For the last four years, Dr. Jaimee Heffner, a Hutch clinical psychologist who specializes in smoking cessation, has used the CIS for research aimed at helping veterans stop smoking. Her current project, a collaboration with Dr. Steven Zeliadt at the Veterans Administration Puget Sound Health Care System, uses the CIS to provide proactive telephone counseling and cessation medications to veterans undergoing lung cancer screening.
“CIS was truly the ideal partner for this project,” she said. “I can’t imagine doing this research with anyone else, particularly given how enthusiastic, thoughtful and committed they’ve been as research partners. There’s a real feeling we’re on the same team, that our respective research and service missions are well-aligned.”
Heffner, whose research often involves technology-delivered interventions, said CIS provides an invaluable service — on multiple levels.
“There are times when human connection is really important,” she said. “People need to have the ability to pick up a phone or send a message and talk to someone when they need support or guidance during a very difficult time in their life, whether it’s a new cancer diagnosis or preparing to take a big, anxiety-provoking step like quitting smoking.”

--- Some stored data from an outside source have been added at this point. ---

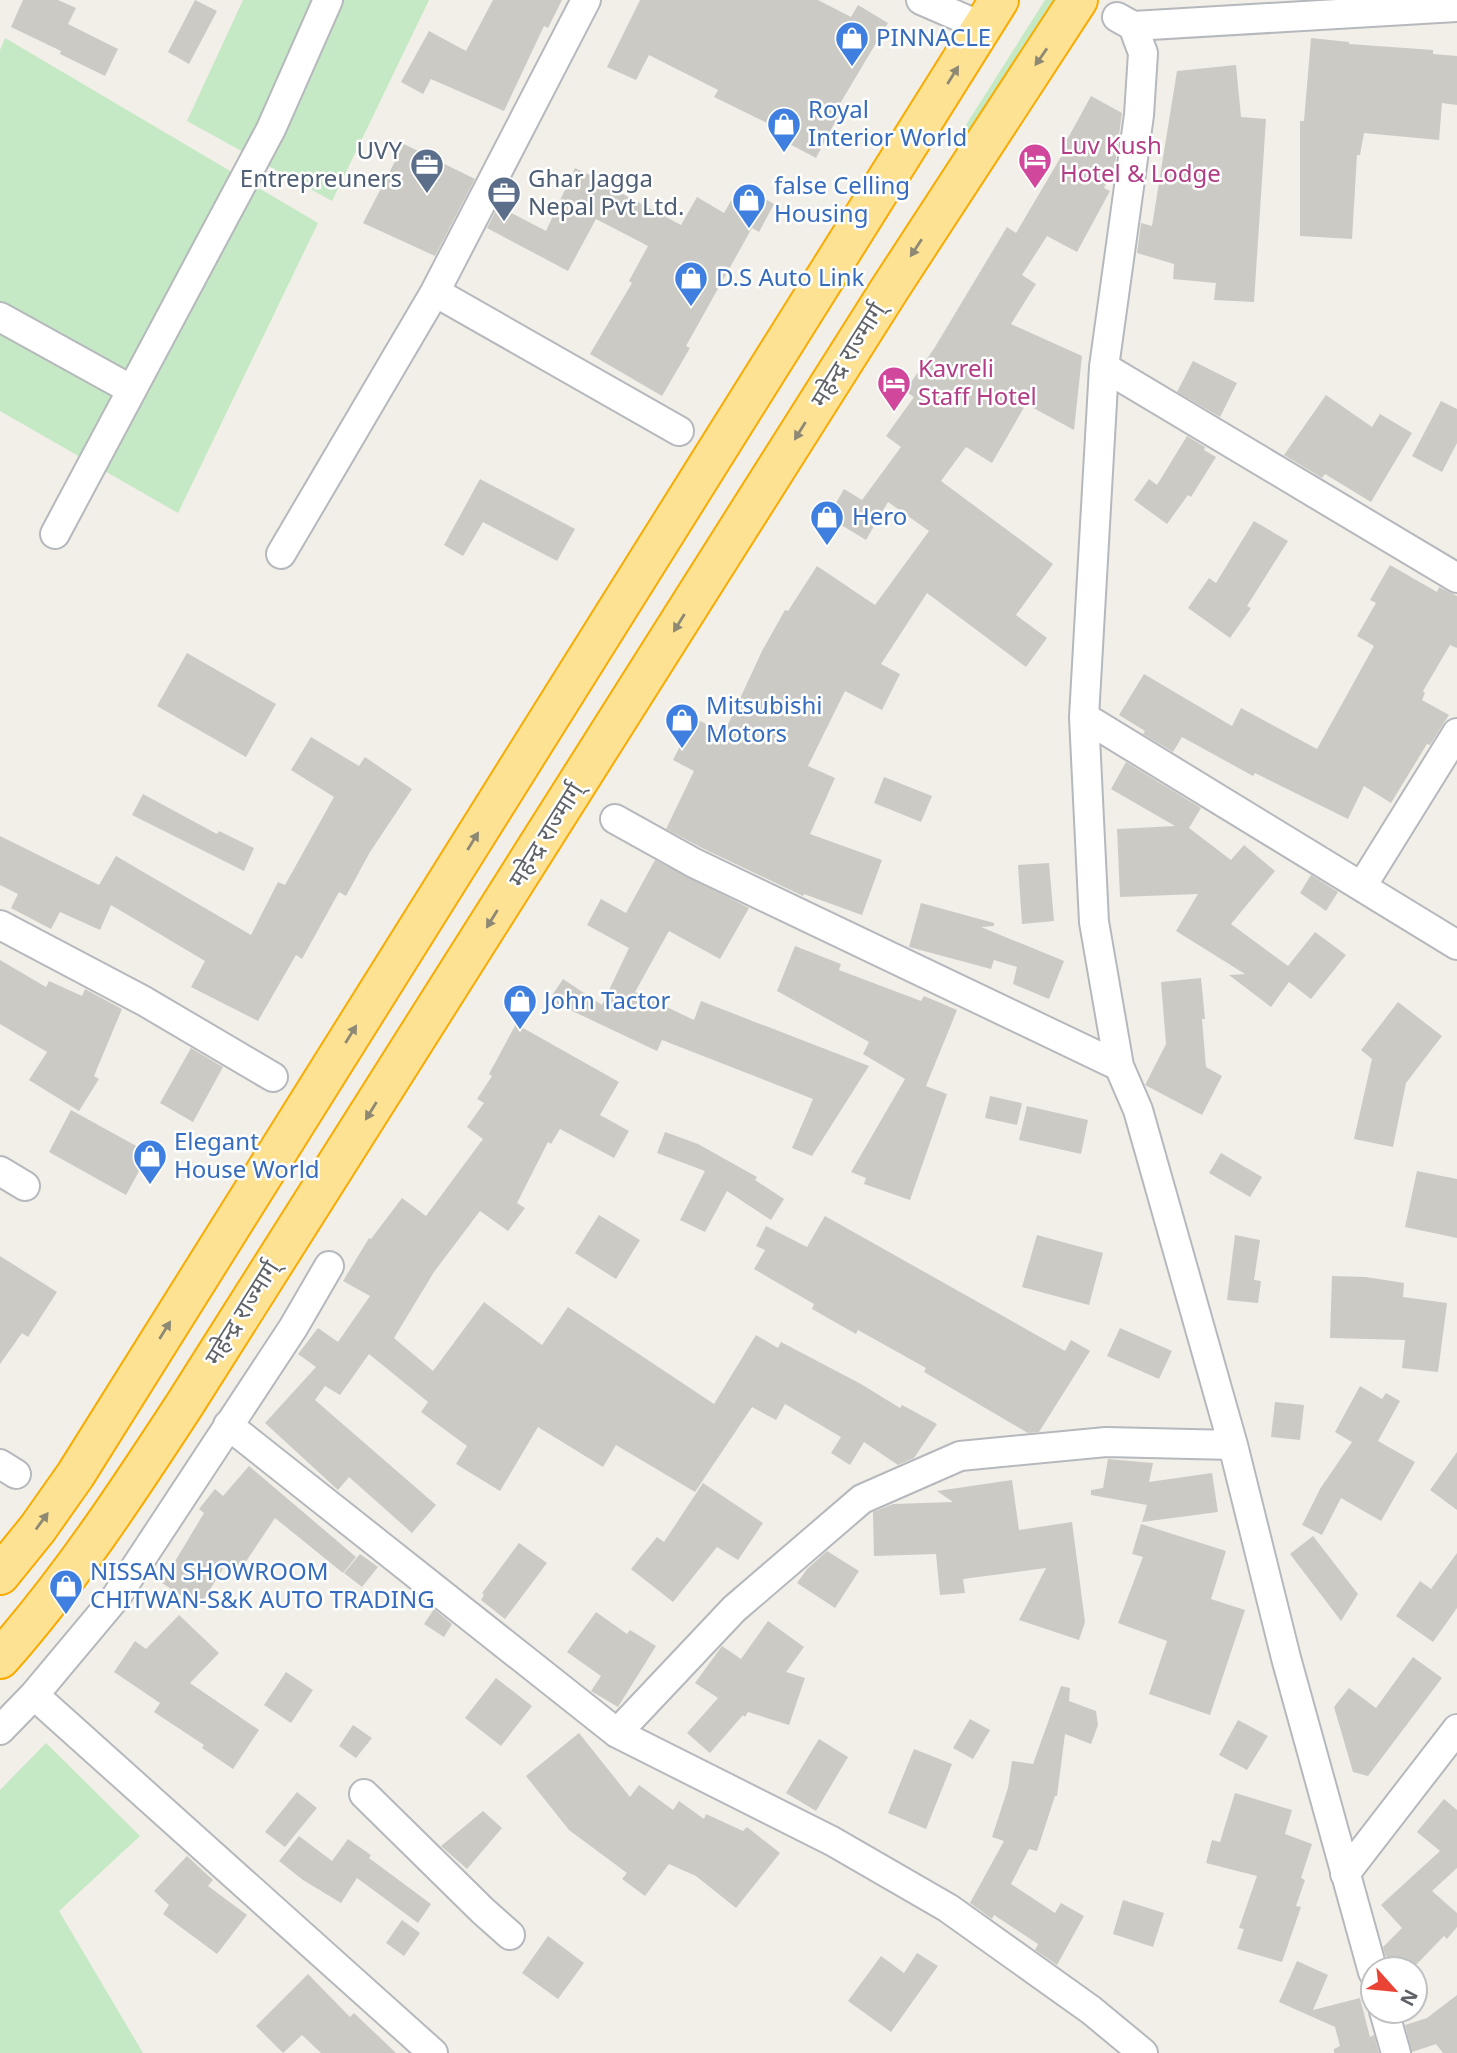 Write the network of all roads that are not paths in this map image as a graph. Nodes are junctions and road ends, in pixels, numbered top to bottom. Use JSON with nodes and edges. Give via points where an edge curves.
{"nodes":[{"id":1,"x":328,"y":0,"type":"edge"},
{"id":2,"x":586,"y":0,"type":"edge"},
{"id":3,"x":921,"y":0,"type":"edge"},
{"id":4,"x":1078,"y":0,"type":"edge"},
{"id":5,"x":1457,"y":7,"type":"edge"},
{"id":6,"x":991,"y":14,"type":"edge"},
{"id":7,"x":435,"y":292,"type":"junction"},
{"id":8,"x":0,"y":317,"type":"edge"},
{"id":9,"x":1104,"y":367,"type":"junction"},
{"id":10,"x":132,"y":390,"type":"junction"},
{"id":11,"x":679,"y":431,"type":"dead end"},
{"id":12,"x":55,"y":534,"type":"dead end"},
{"id":13,"x":281,"y":554,"type":"dead end"},
{"id":14,"x":1457,"y":578,"type":"edge"},
{"id":15,"x":1084,"y":718,"type":"junction"},
{"id":16,"x":1457,"y":733,"type":"edge"},
{"id":17,"x":615,"y":819,"type":"dead end"},
{"id":18,"x":1362,"y":886,"type":"junction"},
{"id":19,"x":0,"y":925,"type":"edge"},
{"id":20,"x":1457,"y":945,"type":"edge"},
{"id":21,"x":1119,"y":1066,"type":"junction"},
{"id":22,"x":273,"y":1077,"type":"dead end"},
{"id":23,"x":0,"y":1171,"type":"edge"},
{"id":24,"x":25,"y":1186,"type":"dead end"},
{"id":25,"x":329,"y":1266,"type":"dead end"},
{"id":26,"x":229,"y":1426,"type":"junction"},
{"id":27,"x":1233,"y":1445,"type":"junction"},
{"id":28,"x":0,"y":1575,"type":"edge"},
{"id":29,"x":0,"y":1659,"type":"edge"},
{"id":30,"x":34,"y":1695,"type":"junction"},
{"id":31,"x":1457,"y":1729,"type":"edge"},
{"id":32,"x":0,"y":1730,"type":"edge"},
{"id":33,"x":617,"y":1733,"type":"junction"},
{"id":34,"x":364,"y":1794,"type":"dead end"},
{"id":35,"x":1345,"y":1874,"type":"junction"},
{"id":36,"x":510,"y":1935,"type":"dead end"},
{"id":37,"x":1368,"y":1955,"type":"edge"},
{"id":38,"x":1388,"y":2025,"type":"edge"},
{"id":39,"x":433,"y":2053,"type":"edge"},
{"id":40,"x":1143,"y":2053,"type":"edge"},
{"id":41,"x":1396,"y":2053,"type":"edge"}],
"edges":[{"from":1,"to":10,"type":"street","via":[[271,129]]},
{"from":2,"to":7,"type":"street"},
{"from":3,"to":6,"type":"street"},
{"from":4,"to":29,"type":"highway","name":"महेन्द्र राज्मार्ग्","one_way":true,"via":[[889,290],[185,1404],[55,1595]]},
{"from":5,"to":9,"type":"street","via":[[1125,22],[1143,52],[1139,115]]},
{"from":28,"to":6,"type":"highway","one_way":true,"via":[[76,1474]]},
{"from":7,"to":11,"type":"street"},
{"from":7,"to":13,"type":"street"},
{"from":8,"to":10,"type":"street"},
{"from":9,"to":14,"type":"street"},
{"from":9,"to":15,"type":"street"},
{"from":10,"to":12,"type":"street"},
{"from":15,"to":18,"type":"street"},
{"from":15,"to":21,"type":"street","via":[[1094,922]]},
{"from":16,"to":18,"type":"street"},
{"from":17,"to":21,"type":"street","via":[[694,863]]},
{"from":18,"to":20,"type":"street"},
{"from":19,"to":22,"type":"street","via":[[144,1001]]},
{"from":21,"to":27,"type":"street","via":[[1138,1110]]},
{"from":23,"to":24,"type":"street"},
{"from":25,"to":26,"type":"street"},
{"from":26,"to":30,"type":"street","via":[[116,1597]]},
{"from":26,"to":33,"type":"street"},
{"from":27,"to":33,"type":"street","via":[[1106,1442],[960,1456],[862,1499],[734,1609]]},
{"from":27,"to":35,"type":"street"},
{"from":30,"to":32,"type":"street"},
{"from":30,"to":39,"type":"street"},
{"from":31,"to":35,"type":"street"},
{"from":33,"to":40,"type":"street","via":[[832,1841],[948,1908]]},
{"from":34,"to":36,"type":"street"},
{"from":35,"to":37,"type":"street"},
{"from":38,"to":41,"type":"street"}]}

More important, she said, they need solid, accurate information from a trustworthy source.
“There’s a lot of information out there and it can be daunting to wade through all of it, trying to make sense of it, and figure out what’s science-backed and what’s not,” she said.
Given its stellar reputation, it’s not too surprising the NCI just awarded Fred Hutch the CIS contract for another five years.
The current contract ends April 30; the new contract will run through April 30, 2025, a small cause for celebration amid uncertain times.
Diane Mapes is a staff writer at Fred Hutchinson Cancer Center. She has written extensively about health issues for NBC News, TODAY, CNN, MSN, Seattle Magazine and other publications. A breast cancer survivor, she blogs at doublewhammied.com and tweets @double_whammied. Email her at email@example.com. Just diagnosed and need information and resources? Visit our Patient Care page.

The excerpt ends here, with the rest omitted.